## [Data listing]

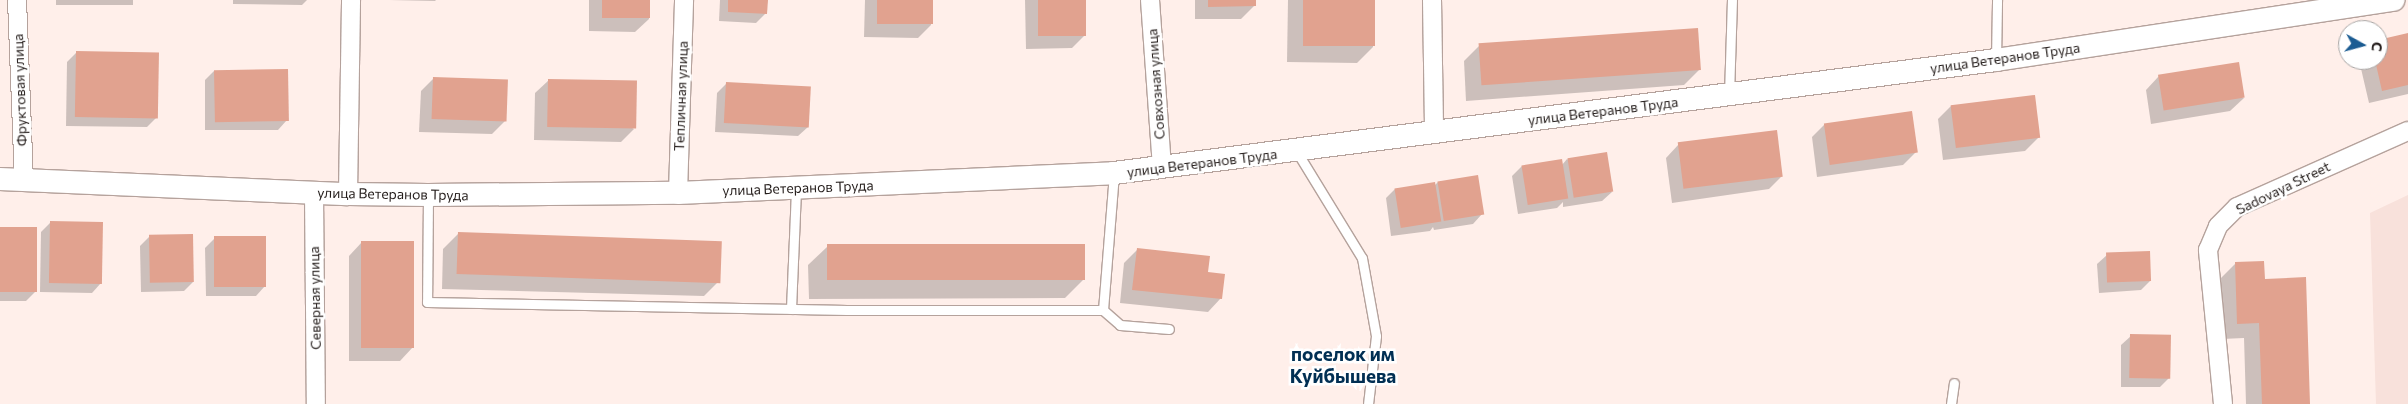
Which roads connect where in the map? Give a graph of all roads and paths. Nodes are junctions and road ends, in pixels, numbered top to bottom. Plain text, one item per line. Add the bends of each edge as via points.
1 (17, 0) edge
2 (351, 0) edge
3 (684, 0) edge
4 (1150, 0) edge
5 (1432, 0) edge
6 (1732, 0) edge
7 (1997, 0) edge
8 (2394, 0) edge
9 (1996, 60) junction
10 (1729, 95) junction
11 (2408, 131) edge
12 (1434, 134) junction
13 (1297, 151) junction
14 (1162, 169) junction
15 (1114, 173) junction
16 (0, 179) edge
17 (24, 180) junction
18 (796, 188) junction
19 (314, 193) junction
20 (678, 193) junction
21 (348, 194) junction
22 (428, 195) junction
23 (791, 309) junction
24 (1103, 310) junction
25 (1169, 329) dead end
26 (1954, 384) dead end
27 (316, 404) edge
28 (1368, 404) edge
29 (1951, 404) edge
30 (2223, 404) edge

1 - 17 street, Фруктовая улица
2 - 21 street
3 - 20 street, Тепличная улица
4 - 14 street, Совхозная улица
5 - 12 street
6 - 10 lane
7 - 9 lane
8 - 9 street, улица Ветеранов Труда
9 - 10 street, улица Ветеранов Труда
10 - 12 street, улица Ветеранов Труда
11 - 30 street, Sadovaya Street via 2237,207 2218,226 2208,250
12 - 13 street, улица Ветеранов Труда
13 - 14 street, улица Ветеранов Труда
13 - 28 lane via 1362,258 1376,336
14 - 15 street, улица Ветеранов Труда
15 - 18 street, улица Ветеранов Труда
15 - 24 lane
16 - 17 street, улица Ветеранов Труда
17 - 19 street, улица Ветеранов Труда
18 - 20 street, улица Ветеранов Труда
18 - 23 lane
19 - 21 street, улица Ветеранов Труда
19 - 27 street, Северная улица
20 - 22 street, улица Ветеранов Труда
21 - 22 street, улица Ветеранов Труда
22 - 23 lane via 427,302
23 - 24 lane
24 - 25 lane via 1120,325
26 - 29 lane

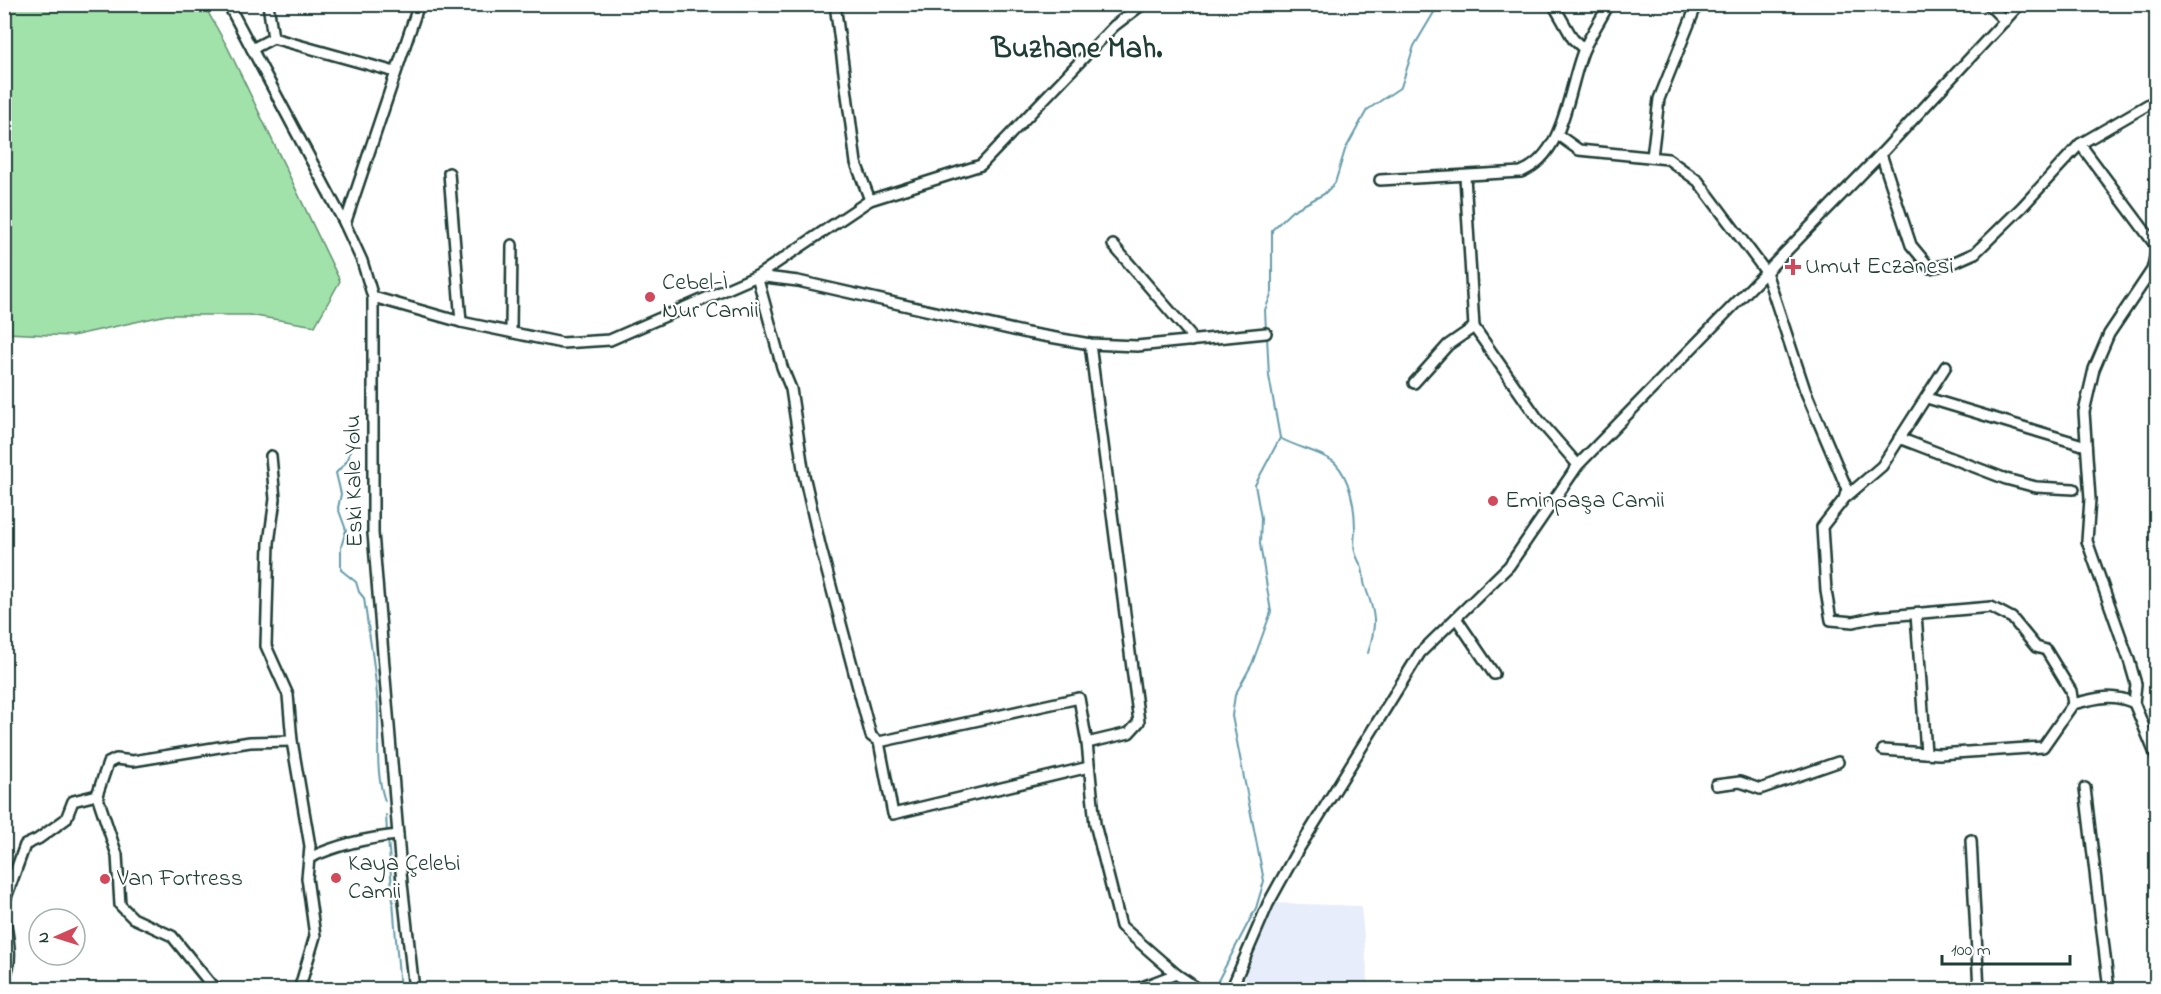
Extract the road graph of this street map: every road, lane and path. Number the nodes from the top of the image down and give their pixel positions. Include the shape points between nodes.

## [Your instructions]
Restate every line of the data above word for word, with the images removed.

## [Written response]
Which roads connect where in the map? Give a graph of all roads and paths. Nodes are junctions and road ends, in pixels, numbered top to bottom. Plain text, one item per line. Add the bends of each edge as via points.
1 (17, 0) edge
2 (351, 0) edge
3 (684, 0) edge
4 (1150, 0) edge
5 (1432, 0) edge
6 (1732, 0) edge
7 (1997, 0) edge
8 (2394, 0) edge
9 (1996, 60) junction
10 (1729, 95) junction
11 (2408, 131) edge
12 (1434, 134) junction
13 (1297, 151) junction
14 (1162, 169) junction
15 (1114, 173) junction
16 (0, 179) edge
17 (24, 180) junction
18 (796, 188) junction
19 (314, 193) junction
20 (678, 193) junction
21 (348, 194) junction
22 (428, 195) junction
23 (791, 309) junction
24 (1103, 310) junction
25 (1169, 329) dead end
26 (1954, 384) dead end
27 (316, 404) edge
28 (1368, 404) edge
29 (1951, 404) edge
30 (2223, 404) edge

1 - 17 street, Фруктовая улица
2 - 21 street
3 - 20 street, Тепличная улица
4 - 14 street, Совхозная улица
5 - 12 street
6 - 10 lane
7 - 9 lane
8 - 9 street, улица Ветеранов Труда
9 - 10 street, улица Ветеранов Труда
10 - 12 street, улица Ветеранов Труда
11 - 30 street, Sadovaya Street via 2237,207 2218,226 2208,250
12 - 13 street, улица Ветеранов Труда
13 - 14 street, улица Ветеранов Труда
13 - 28 lane via 1362,258 1376,336
14 - 15 street, улица Ветеранов Труда
15 - 18 street, улица Ветеранов Труда
15 - 24 lane
16 - 17 street, улица Ветеранов Труда
17 - 19 street, улица Ветеранов Труда
18 - 20 street, улица Ветеранов Труда
18 - 23 lane
19 - 21 street, улица Ветеранов Труда
19 - 27 street, Северная улица
20 - 22 street, улица Ветеранов Труда
21 - 22 street, улица Ветеранов Труда
22 - 23 lane via 427,302
23 - 24 lane
24 - 25 lane via 1120,325
26 - 29 lane

Extract the road graph of this street map: every road, lane and path. Number the nodes from the top of the image down and give their pixel positions. Include the shape points between nodes.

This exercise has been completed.